Pulsar Search Collaboratory
Dr. Rachel Rosen
Lucas Bolyard

SUE ANN HEATHERLY: Welcome to this edition of 365 Days of Astronomy podcasts. My name is Sue Ann Heatherly. I work for the National Radio Astronomy Observatory in Green Bank, West Virginia, and I’m going to be your host for this edition.

Today’s podcast is all about pulsars, and a program called the Pulsar Search Collaboratory. As you may already know from tuning into some of the previous 365 Days of Astronomy podcasts, pulsars are stellar corpses. When stars more massive than our Sun go supernova, a super dense core is created, composed mostly of neutrons. These objects have super strong magnetic fields, too, and rotate. Some can rotate about once per second, while others can rotate nearly a thousand times per second. Radio telescopes have discovered the most pulsars, because they emit lighthouse-like beams of radio waves. As the neutron stars spin, we observe these beams as they sweep by the Earth. Because the spin rates of pulsars are incredibly predictable, astronomers can use pulsars to study things like Einstein’s Theory of Relativity.

Pulsars have been used indirectly to detect gravitational radiation. And, one day, astronomers hope to directly detect gravitational waves using pulsars. This is one of the many reasons we need to find more of them. The Pulsar Search Collaboratory is a program that does just that.

Joining us today is Dr. Rachel Rosen. Dr. Rosen is the project director for an NSF-funded project called the Pulsar Search Collaboratory. So, welcome to the program, Rachel. Thanks for joining us today.

DR. RACHEL ROSEN: Thank you.

SUE ANN HEATHERLY: So, tell us, first of all, what the Pulsar Search Collaboratory is. That’s a mouth full.

DR. RACHEL ROSEN: The Pulsar Search Collaboratory is a program funded by the National Science Foundation that is designed to engage students in actual scientific astronomical research. Uh, we’re working with kids in West Virginia and in other states. They get to actually look through data that has never been looked through before to look for new pulsars.

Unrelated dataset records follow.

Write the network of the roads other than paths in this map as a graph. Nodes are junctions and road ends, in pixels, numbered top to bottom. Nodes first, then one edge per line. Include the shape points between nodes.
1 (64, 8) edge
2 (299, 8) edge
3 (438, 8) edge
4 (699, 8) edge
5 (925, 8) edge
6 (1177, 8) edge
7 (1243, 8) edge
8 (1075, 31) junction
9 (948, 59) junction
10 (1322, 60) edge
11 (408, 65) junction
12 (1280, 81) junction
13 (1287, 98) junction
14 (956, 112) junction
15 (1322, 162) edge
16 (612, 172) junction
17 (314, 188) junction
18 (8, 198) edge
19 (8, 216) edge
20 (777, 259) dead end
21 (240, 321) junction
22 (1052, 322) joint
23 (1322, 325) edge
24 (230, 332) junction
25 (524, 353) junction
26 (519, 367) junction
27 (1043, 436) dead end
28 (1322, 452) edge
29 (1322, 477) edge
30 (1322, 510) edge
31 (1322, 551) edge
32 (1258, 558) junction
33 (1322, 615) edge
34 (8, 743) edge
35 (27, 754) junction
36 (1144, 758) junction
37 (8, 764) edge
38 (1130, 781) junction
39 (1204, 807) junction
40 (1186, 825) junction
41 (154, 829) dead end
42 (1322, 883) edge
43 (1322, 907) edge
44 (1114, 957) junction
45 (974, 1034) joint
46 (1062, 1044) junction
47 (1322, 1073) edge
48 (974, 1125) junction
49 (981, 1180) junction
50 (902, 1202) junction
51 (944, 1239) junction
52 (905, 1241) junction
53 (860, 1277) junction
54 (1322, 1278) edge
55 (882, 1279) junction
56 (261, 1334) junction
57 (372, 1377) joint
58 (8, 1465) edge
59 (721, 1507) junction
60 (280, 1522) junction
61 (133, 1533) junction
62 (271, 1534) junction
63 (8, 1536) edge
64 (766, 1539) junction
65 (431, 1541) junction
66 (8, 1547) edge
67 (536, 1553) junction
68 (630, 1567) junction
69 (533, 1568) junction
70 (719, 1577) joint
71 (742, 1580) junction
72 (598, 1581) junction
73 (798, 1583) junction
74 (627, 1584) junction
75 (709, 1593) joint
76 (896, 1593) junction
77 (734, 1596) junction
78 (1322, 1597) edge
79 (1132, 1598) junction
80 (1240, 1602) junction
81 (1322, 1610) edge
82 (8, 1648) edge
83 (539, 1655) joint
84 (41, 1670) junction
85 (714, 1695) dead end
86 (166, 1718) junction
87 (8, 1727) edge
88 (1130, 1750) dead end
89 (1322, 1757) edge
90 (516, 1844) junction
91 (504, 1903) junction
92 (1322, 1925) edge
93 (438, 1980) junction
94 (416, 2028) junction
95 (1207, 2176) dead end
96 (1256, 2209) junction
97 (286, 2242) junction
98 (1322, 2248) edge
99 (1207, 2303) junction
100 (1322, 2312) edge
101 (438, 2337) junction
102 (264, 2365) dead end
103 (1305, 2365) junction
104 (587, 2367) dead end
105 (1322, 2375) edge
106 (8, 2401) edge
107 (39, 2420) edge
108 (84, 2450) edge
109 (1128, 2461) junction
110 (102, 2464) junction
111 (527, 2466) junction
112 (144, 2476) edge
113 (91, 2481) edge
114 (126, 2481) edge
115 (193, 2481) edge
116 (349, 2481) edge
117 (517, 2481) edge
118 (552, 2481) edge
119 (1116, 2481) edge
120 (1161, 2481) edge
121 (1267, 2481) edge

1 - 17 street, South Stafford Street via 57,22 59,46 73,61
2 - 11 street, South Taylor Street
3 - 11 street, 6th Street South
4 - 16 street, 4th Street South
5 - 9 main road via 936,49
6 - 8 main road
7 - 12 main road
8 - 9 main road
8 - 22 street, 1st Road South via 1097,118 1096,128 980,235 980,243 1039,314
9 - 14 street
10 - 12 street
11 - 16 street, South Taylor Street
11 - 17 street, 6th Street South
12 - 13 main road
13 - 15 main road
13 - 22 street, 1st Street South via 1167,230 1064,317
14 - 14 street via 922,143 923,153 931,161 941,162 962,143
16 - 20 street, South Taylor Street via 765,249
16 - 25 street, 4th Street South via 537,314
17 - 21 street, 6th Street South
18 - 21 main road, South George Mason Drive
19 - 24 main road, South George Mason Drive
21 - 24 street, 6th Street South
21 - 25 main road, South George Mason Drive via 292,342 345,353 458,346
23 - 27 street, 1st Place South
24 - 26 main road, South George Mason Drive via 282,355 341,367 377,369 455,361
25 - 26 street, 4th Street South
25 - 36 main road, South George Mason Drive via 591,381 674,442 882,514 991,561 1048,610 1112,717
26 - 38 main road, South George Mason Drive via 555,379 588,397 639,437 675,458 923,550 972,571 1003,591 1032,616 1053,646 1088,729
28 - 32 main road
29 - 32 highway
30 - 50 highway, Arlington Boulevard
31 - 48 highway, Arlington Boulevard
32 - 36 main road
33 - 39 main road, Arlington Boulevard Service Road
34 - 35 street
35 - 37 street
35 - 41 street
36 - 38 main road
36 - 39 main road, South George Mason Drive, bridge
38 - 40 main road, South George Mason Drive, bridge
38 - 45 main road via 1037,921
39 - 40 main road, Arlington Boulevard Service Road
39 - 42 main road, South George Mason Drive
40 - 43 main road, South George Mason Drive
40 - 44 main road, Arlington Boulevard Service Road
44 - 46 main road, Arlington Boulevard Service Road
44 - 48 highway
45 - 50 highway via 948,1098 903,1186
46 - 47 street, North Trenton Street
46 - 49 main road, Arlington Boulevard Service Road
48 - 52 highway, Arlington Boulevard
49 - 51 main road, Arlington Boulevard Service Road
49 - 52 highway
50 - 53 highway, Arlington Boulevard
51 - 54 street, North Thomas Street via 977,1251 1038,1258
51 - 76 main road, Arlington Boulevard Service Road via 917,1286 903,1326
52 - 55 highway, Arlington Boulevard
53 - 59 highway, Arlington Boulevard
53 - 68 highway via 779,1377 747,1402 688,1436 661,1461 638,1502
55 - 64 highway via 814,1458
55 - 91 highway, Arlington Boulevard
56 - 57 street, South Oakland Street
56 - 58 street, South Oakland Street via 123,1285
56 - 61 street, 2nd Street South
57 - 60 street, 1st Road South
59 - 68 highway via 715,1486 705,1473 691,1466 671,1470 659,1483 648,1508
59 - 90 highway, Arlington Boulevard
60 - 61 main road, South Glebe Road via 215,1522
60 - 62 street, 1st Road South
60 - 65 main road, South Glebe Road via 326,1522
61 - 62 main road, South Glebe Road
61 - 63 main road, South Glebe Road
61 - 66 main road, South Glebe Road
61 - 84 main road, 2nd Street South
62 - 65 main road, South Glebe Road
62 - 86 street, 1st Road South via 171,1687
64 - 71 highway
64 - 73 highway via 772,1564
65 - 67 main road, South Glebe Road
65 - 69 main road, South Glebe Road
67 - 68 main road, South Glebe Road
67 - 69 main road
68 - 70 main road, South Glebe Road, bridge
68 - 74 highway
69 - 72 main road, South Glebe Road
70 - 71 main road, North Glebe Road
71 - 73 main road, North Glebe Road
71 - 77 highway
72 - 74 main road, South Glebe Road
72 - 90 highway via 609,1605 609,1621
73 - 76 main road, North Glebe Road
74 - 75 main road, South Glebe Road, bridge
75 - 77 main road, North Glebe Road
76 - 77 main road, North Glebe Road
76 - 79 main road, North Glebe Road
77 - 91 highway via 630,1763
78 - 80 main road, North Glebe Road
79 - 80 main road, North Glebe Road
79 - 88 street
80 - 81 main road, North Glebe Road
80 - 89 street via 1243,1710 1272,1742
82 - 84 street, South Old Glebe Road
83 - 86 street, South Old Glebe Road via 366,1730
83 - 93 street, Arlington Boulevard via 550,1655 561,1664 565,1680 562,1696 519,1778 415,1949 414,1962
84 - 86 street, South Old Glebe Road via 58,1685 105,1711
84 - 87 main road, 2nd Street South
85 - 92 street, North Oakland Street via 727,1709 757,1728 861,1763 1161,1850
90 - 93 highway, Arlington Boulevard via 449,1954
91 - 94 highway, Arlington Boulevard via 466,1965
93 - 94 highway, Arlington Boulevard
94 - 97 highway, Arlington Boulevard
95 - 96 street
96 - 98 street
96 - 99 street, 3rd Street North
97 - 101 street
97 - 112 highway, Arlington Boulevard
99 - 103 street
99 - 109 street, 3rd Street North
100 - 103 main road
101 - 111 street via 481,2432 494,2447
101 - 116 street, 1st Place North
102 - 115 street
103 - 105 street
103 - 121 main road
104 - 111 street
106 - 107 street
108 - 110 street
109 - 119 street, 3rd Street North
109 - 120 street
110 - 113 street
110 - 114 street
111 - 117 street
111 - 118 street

SUE ANN HEATHERLY: So, how is it that this data happened to be that these students get a chance to look through it for new pulsars? Tell us that story.

DR. RACHEL ROSEN: In 2007 the Green Bank Telescope, which is the world’s largest fully steerable radio telescope, had to go under repairs for a track replacement, and during this time the telescope wasn’t able to move in any direction and which is usually bad for most astronomers, but for us it turned out to be a good thing. Because we kept the telescope immobilized, and as the sky drifted overhead, we just collected a lot of data. And some of this data went to the astronomical community to look for new pulsars. And we, in addition, got some data for high school students.

SUE ANN HEATHERLY: This data that was collected over the summer, while the GBT track was being replaced, how much of it is there?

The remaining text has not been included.